Divisé en sept grandes parties à la fois chronologiques et thématiques, l’ouvrage, enrichi de très utiles indices (de noms de personnes, géographique et thématique) et d’un fort cahier de planches de grande qualité, commence par une introduction de François de Callataÿ (p. 29‑56). Celui-ci y fait le point des connaissances actuelles sur l’iconographie monétaire grecque. Non seulement il rappelle l’importance de la discipline dans l’histoire de la numismatique moderne, mais il met l’accent sur les principales problématiques auxquelles les participants au colloque ont tenté d’apporter des réponses.

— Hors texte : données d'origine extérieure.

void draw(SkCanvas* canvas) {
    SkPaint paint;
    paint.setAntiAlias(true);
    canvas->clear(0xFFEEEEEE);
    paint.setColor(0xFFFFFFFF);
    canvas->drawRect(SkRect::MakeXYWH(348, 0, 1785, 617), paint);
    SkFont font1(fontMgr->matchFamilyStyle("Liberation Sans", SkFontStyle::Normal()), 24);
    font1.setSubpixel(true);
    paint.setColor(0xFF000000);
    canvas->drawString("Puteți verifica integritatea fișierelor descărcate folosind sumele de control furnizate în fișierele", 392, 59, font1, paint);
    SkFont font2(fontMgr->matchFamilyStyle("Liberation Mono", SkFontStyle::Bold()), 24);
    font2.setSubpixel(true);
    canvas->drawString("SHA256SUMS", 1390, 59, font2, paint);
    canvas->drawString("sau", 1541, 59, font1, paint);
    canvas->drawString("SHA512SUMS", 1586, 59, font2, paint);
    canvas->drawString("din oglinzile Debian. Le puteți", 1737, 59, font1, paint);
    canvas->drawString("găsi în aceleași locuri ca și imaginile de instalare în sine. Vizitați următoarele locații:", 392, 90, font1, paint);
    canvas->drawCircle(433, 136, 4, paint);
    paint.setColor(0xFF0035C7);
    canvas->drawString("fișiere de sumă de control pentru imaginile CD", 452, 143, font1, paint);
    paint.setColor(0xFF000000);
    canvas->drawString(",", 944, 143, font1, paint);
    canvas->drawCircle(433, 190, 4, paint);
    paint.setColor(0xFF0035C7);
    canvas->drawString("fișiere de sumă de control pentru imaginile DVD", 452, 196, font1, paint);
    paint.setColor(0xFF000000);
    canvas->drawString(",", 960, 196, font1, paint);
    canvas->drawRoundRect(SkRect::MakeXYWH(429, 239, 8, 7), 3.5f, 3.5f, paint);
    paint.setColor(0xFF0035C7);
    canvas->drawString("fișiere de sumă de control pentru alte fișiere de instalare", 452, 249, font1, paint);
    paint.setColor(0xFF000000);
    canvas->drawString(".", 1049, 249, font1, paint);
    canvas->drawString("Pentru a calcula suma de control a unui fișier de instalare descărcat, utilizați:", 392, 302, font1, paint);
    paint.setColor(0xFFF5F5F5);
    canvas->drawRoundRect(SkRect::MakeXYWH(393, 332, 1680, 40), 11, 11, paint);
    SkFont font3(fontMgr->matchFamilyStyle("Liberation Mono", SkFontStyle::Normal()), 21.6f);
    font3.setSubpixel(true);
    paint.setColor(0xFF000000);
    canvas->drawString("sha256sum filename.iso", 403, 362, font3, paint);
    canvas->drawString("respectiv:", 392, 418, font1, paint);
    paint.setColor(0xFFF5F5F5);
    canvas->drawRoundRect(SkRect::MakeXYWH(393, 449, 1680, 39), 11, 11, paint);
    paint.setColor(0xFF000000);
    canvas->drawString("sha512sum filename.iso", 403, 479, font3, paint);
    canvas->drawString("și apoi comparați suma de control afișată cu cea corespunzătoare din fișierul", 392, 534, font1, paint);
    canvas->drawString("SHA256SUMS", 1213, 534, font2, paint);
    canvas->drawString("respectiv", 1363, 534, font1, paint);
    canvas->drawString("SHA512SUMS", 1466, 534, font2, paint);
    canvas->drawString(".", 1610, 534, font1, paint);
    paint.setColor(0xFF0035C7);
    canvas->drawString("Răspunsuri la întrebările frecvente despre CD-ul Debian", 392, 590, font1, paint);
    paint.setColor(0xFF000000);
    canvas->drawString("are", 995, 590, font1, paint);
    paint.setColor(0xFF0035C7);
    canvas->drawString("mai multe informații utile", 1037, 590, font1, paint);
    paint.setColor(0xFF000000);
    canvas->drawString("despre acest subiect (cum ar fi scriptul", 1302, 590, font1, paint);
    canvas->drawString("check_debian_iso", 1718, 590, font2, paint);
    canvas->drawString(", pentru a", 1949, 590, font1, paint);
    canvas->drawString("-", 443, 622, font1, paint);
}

Comme pour montrer l’intérêt d’une telle entreprise, Vasiliki Penna et Yannis Stoyas (p. 59-74) tirent de la SNG, Greece 7, The KIKPE Collection of Bronze Coins I (Athènes, 2012) un lot de pièces rares, si ce n’est uniques, dont l’étude typologique permet d’en préciser l’origine géographique, la date d’émission, voire le contexte dans lequel elles ont été émises. À partir d’autres exemples, Maria Caccamo Caltabiano (p. 77-96) attire de nouveau l’attention sur l’ambitieux programme de recherche intitulé Lexicon Iconographicum Numismaticae Classicae et Mediae Aetatis (LIN). Lancé en 2000/2001[1], celui‑ci vise à créer un répertoire général des types monétaires antiques et médiévaux dans lequel sera donné, selon un langage iconographique approprié, le sens fondamental de chacun d’eux. Olivier Picard (p. 115-130) avertit à ce sujet que les images monétaires ne doivent pas être comprises seulement au pied de la lettre ou de manière préconçue, comme par exemple le portrait d’une divinité que l’on ne chercherait à expliquer que dans un cadre strictement religieux (dans le même esprit, cf. F. de Callataÿ, p. 39-40). Les types ont aussi un sens institutionnel dont les contours peuvent évoluer selon la région et la période dans lesquelles ils sont considérés. Maria Beatriz Borba Florenzano (p. 97-114) note pour sa part, exemples à l’appui, que bien des représentations monétaires, souvent perçues comme l’emblème (sèma) de ceux qui les ont choisies, gagneraient aussi à être sorties de ce présupposé.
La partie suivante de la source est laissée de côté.